AMD Ryzen 9 3900XT Review

Test Setup »

Architecture

The architecture is no different from the Ryzen 9 3950X or any other "Matisse," so you can click on the button below to read about it, or skip that section if you're familiar with it.

AMD Zen 2 Microarchitecture Brief

The AMD Zen 2 Microarchitecture


AMD's third-generation Ryzen processors use the "Zen 2" microarchitecture. The second-generation Ryzen chips use an enhanced first-generation "Zen" derivative called "Zen+," which has process and boost algorithm improvements eke out roughly a 4% IPC uplift. With "Zen 2," AMD's key design goal is to finally beat Intel in the IPC game. IPC, or instructions per clock, is loosely used to denote a CPU core's performance at a given clock speed. For the past 15 or so years, Intel dominated AMD at IPC, while AMD attempted to make their processors competitive by cramming in more CPU cores than Intel at any given price point for competitive multi-threaded performance. Today's software environment is increasingly multi-threaded, as are games. With "Zen 2," AMD set itself an ambitious double-digit percentage IPC uplift target to catch up or overtake Intel's latest "Coffee Lake" microarchitecture at IPC. AMD didn't stop there and even increased core counts for the platform at higher price points. The third-generation Ryzen family even includes a 16-core processor, which is a tremendous core count for the mainstream desktop platform.

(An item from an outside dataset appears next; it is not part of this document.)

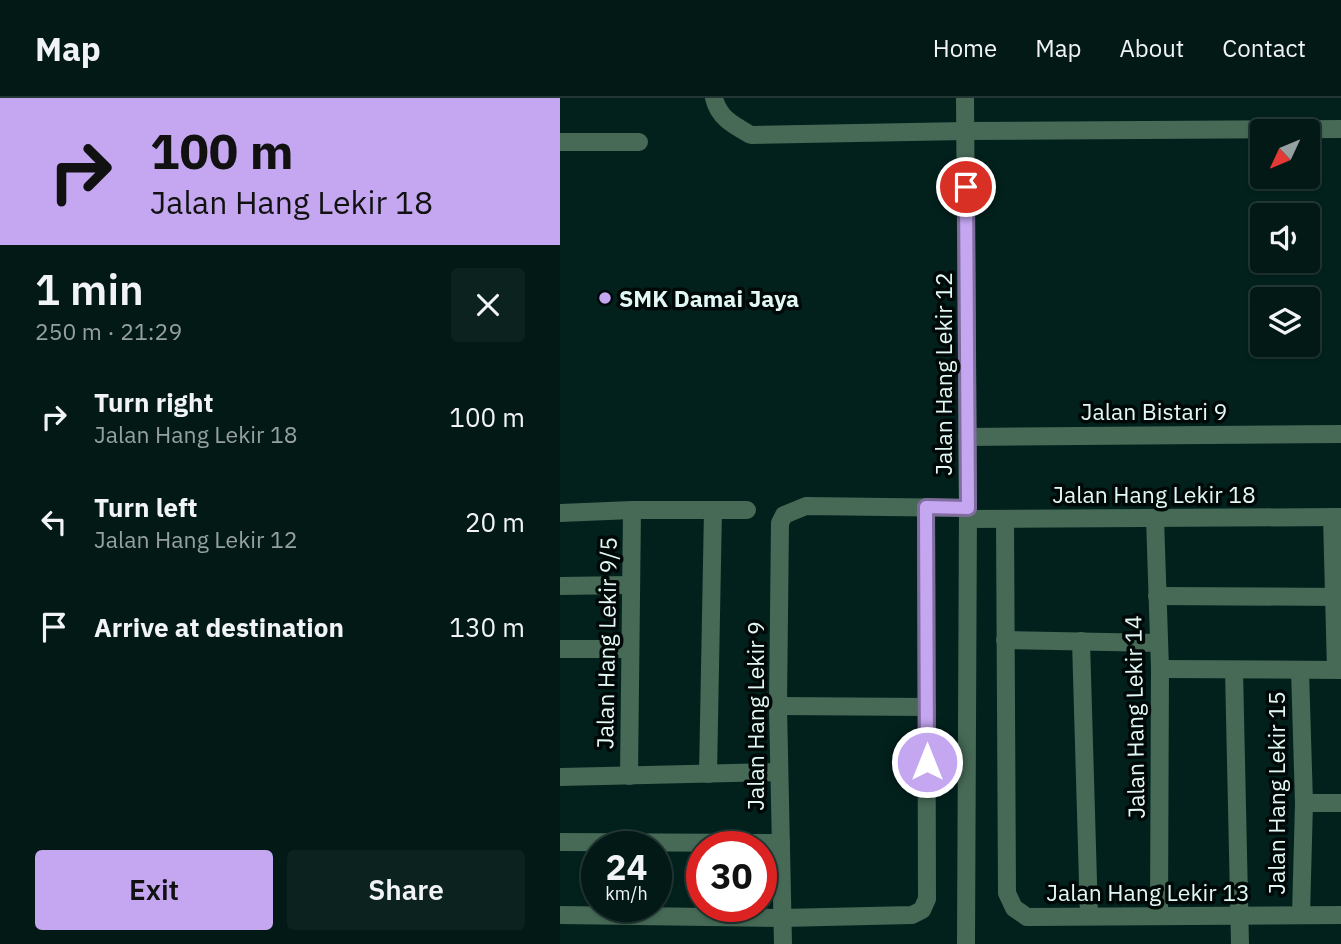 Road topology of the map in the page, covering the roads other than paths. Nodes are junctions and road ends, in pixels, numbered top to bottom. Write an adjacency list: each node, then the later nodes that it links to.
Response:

Before we get into the interesting and quirky way AMD crammed 16 cores into this chip, let's talk about the "Zen 2" CPU core. After the colossal failure that was "Bulldozer," AMD set out to once again build strong and monolithic CPU cores that share nothing except L3 cache with other cores. It achieved this desired result with "Zen," which posted a mammoth 40%–50% IPC increase over "Bulldozer," catapulting AMD back into competitiveness. "Zen" core IPC sits somewhere between "Haswell" and "Skylake/Coffee Lake," which was enough for AMD as it backed the IPC increase with higher core counts compared to Intel. Over the 8th and 9th generations of Core processors that retained the same IPC as "Skylake," Intel shored up core counts to match AMD. Wanting to set up a definitive edge over Intel, AMD not only worked to increase IPC, but also core counts.

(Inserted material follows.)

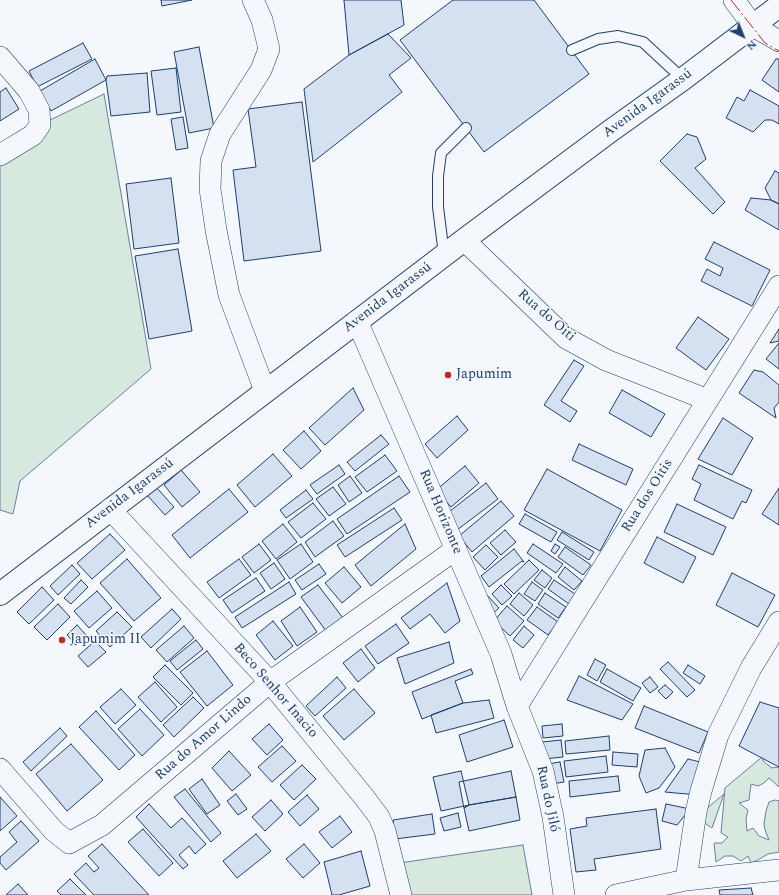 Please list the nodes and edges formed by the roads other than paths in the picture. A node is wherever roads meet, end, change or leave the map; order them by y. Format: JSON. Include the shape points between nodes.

The "Zen 2" CPU core has essentially the same component layout and hierarchy as "Zen," but with major changes and broadening of key components. As with "Zen" (or most x86 CPU cores), the "Zen 2" core is made up of five key components: Fetch, Decode, Integer, Floating-point, and Load/Store. Fetch and Decode tell the CPU core what needs to be done and what data or instructions are needed; Integer and Floating-point Unit execute a mathematical model of what needs to be done depending on the data type and nature of the instruction; Load/Store are the I/O of the CPU core. At various levels, there are tiny buffers, registers that store instructions, and larger caches that cushion data transfers between various components.

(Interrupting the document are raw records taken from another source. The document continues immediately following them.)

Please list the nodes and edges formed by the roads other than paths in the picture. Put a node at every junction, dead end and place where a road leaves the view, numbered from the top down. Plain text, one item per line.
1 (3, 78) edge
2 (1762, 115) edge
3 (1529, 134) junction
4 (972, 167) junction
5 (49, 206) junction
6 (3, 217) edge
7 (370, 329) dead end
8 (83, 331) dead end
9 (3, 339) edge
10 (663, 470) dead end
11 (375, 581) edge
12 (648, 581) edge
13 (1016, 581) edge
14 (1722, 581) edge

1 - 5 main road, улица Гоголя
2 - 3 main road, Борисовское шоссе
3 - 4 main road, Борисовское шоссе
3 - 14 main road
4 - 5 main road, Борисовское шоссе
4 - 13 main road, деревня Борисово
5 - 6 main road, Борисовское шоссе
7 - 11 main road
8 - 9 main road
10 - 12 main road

AMD updated the Fetch and Decode units, which contribute to IPC, by making the CPU work "smarter." The updated Integer and FPU make the CPU work "harder," and the Load/Store unit's job is to make sure the other components aren't starved of things to do. The Fetch unit is updated with a TAGE branch predictor. Invented in 2006, TAGE is considered to be the best branch-prediction technique by the IEEE. AMD broadened the BTB (branch target buffers) at L1 and L2 by doubling the L1 entries to 512k, and L2 entries to 7,000 from 4,000. The ITA (indirect target array) has also been expanded. The design goal for updating the Fetch unit is to lower "mispredictions" (bad guesses) that wasted load/storage operations by the order of 30 percent. The 32 KB L1 instruction cache has also been improved. The Decode unit has two improvements to the Op cache: improved instruction fusion and the ability to push up to 4,000 fused instructions per clock cycle.


We now move on to the two components that contribute the most to the IPC, the Integer and Floating-point Units. The Integer unit received incremental updates in the form of a broader integer scheduler that handles 92 entries (up from 84), with four 16-entry ALU queues and one 28-entry AGU queue. The general-purpose physical register file has now been expanded to 180 entries from 168. The issue-per-cycle has been broadened to 7 from 6, which now includes 4 ALUs and 3 AGUs. The reorder buffer (ROB) has been broadened to 224 entries, up from 192. The SMT (simultaneous multi-threading) logic has been tweaked to better share the ALUs and AGUs among the logical processors. The FPU has the bulk of the innovation with "Zen 2." The load/store bandwidth of the FPU has been doubled to 256-bit, up from 128-bit on "Zen."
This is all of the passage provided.